Instead of hearing about it from their spouses, they read about it in the
letter. The hand-delivered note told them about the counselling available at
the Communicable Diseases Centre and advised them to get tested for the
virus that causes AIDS.
Two of the women have since been found to be infected.
Two have also since divorced their husbands.
Married HIV patients are encouraged to tell their spouses, and the majority
do so, the ministry said on Monday. But when they refuse, health officers
will deliver the letters by hand to their partners.
The ministry began tracing and informing the wives in July this year, after
doing away with an old rule that required infected patients' consent before
their spouses were informed.
That change was made as part of a renewed effort to fight AIDS, which
includes the introduction of routine antenatal screening of pregnant women
and the formation of the AIDS Business Alliance to raise awareness of AIDS
in the workplace.
Senior Minister of State for Health Balaji Sadasivan gave an update on these
new measures on Monday at a forum on AIDS trends in South-East Asia held by
the Institute of South-East Asian Studies.

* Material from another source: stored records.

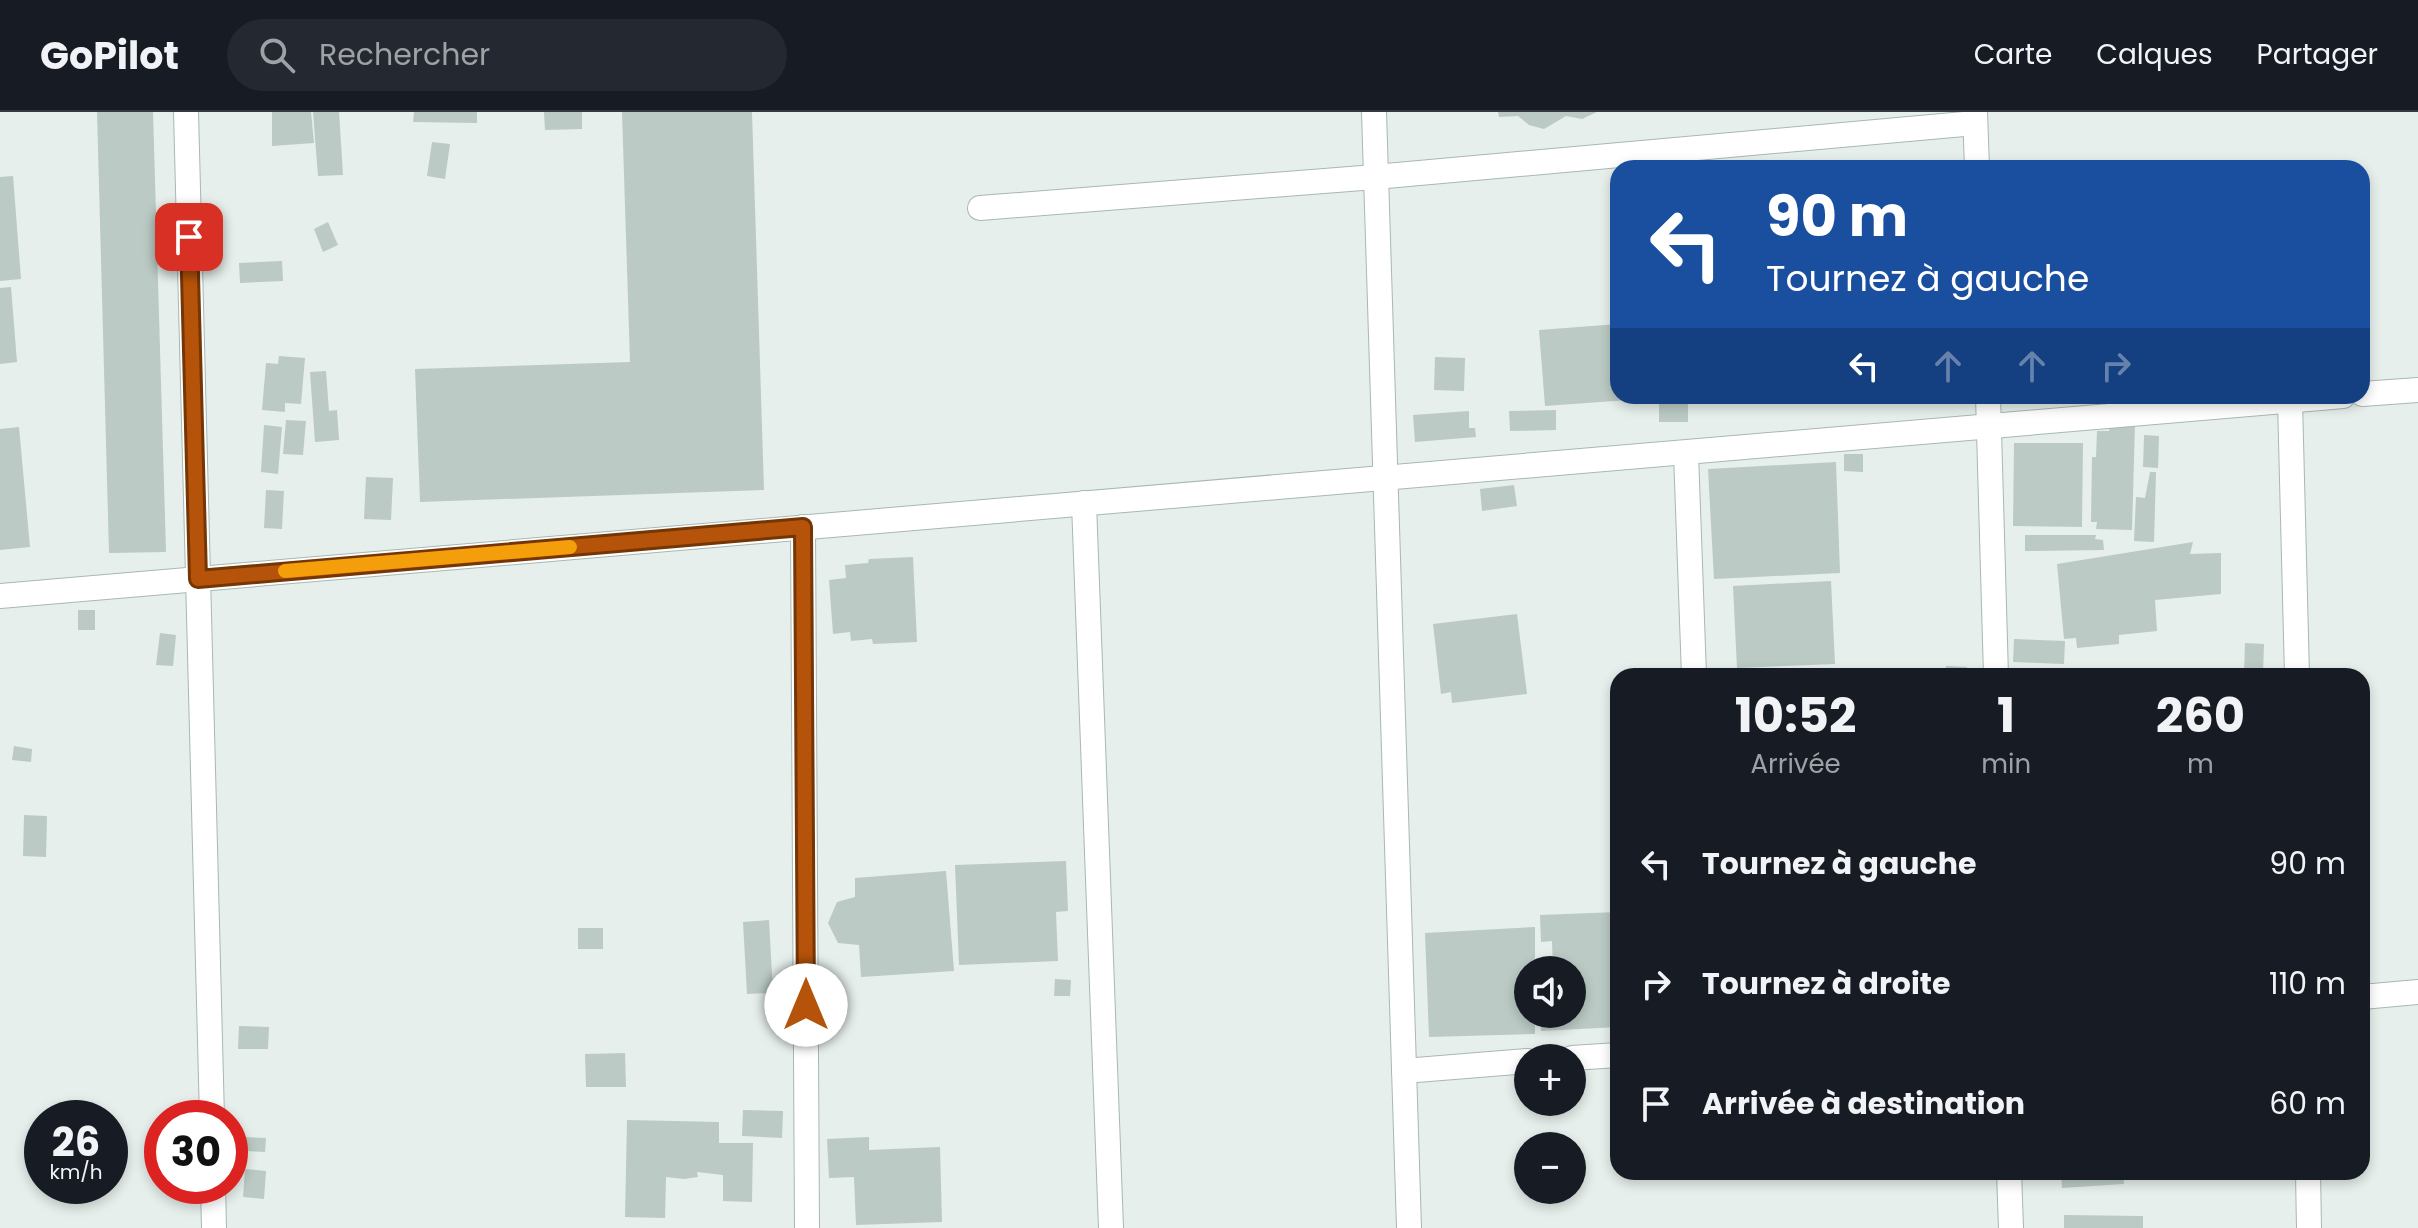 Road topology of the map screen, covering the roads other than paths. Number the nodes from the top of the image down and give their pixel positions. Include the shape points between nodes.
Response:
1 (186, 112) edge
2 (1374, 112) edge
3 (1975, 117) edge
4 (1977, 160) edge
5 (1375, 177) junction
6 (980, 208) dead end
7 (2418, 390) edge
8 (2370, 393) edge
9 (1988, 404) edge
10 (2255, 404) edge
11 (2290, 404) edge
12 (1989, 427) junction
13 (1686, 453) junction
14 (1383, 478) junction
15 (1084, 503) junction
16 (803, 527) junction
17 (198, 579) junction
18 (0, 596) edge
19 (1694, 668) edge
20 (1996, 668) edge
21 (2297, 668) edge
22 (2418, 992) edge
23 (2370, 996) edge
24 (1610, 1056) edge
25 (1586, 1057) edge
26 (1514, 1062) edge
27 (1404, 1071) junction
28 (212, 1100) edge
29 (2009, 1180) edge
30 (2308, 1180) edge
31 (213, 1204) edge
32 (214, 1228) edge
33 (807, 1228) edge
34 (1111, 1228) edge
35 (1409, 1228) edge
36 (2011, 1228) edge
37 (2309, 1228) edge

1 - 17 street
2 - 5 street
3 - 4 street
3 - 5 street
5 - 6 street
5 - 14 street
7 - 8 street
9 - 12 street
10 - 12 street
11 - 21 street
12 - 13 street
12 - 20 street
13 - 14 street
13 - 19 street
14 - 15 street
14 - 27 street
15 - 16 street
15 - 34 street
16 - 17 street
16 - 33 street
17 - 18 street
17 - 28 street
22 - 23 street
24 - 25 street
26 - 27 street
27 - 35 street
29 - 36 street
30 - 37 street
31 - 32 street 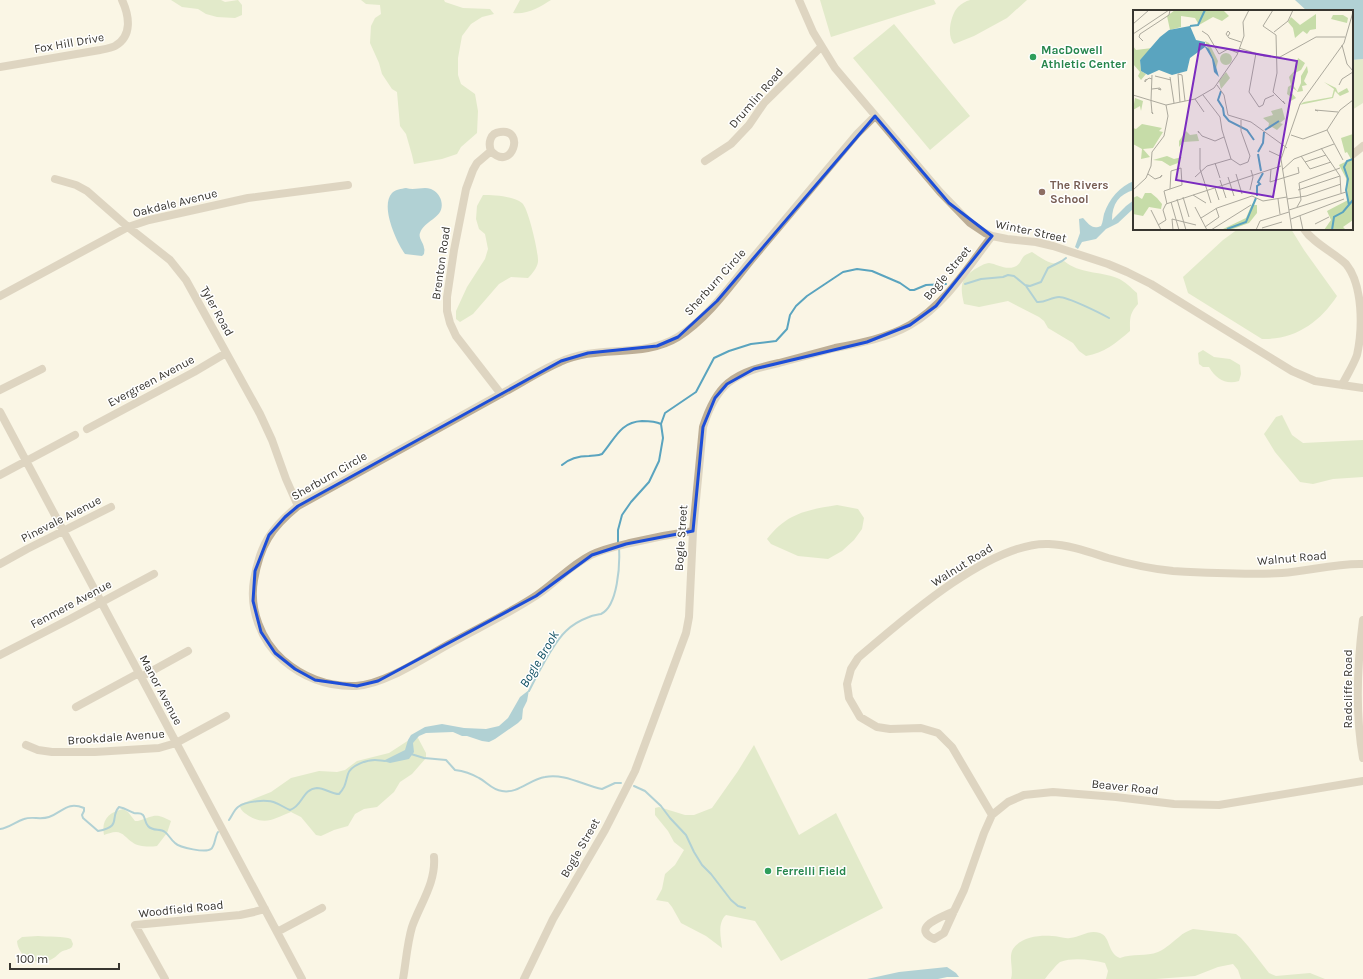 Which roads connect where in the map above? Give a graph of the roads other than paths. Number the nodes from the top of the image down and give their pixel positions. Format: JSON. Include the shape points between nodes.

From January to October this year, 198 people were diagnosed with HIV. Less
than 10% were women.
Dr Balaji said: “Marriage and the women’s own fidelity are not enough to
protect them against HIV infection.”
About one in 25 gay men in Singapore is HIV-positive, said Dr Balaji.
Researchers came to that conclusion based on the data gleaned from the
anonymous HIV testing clinic at Kelantan Lane.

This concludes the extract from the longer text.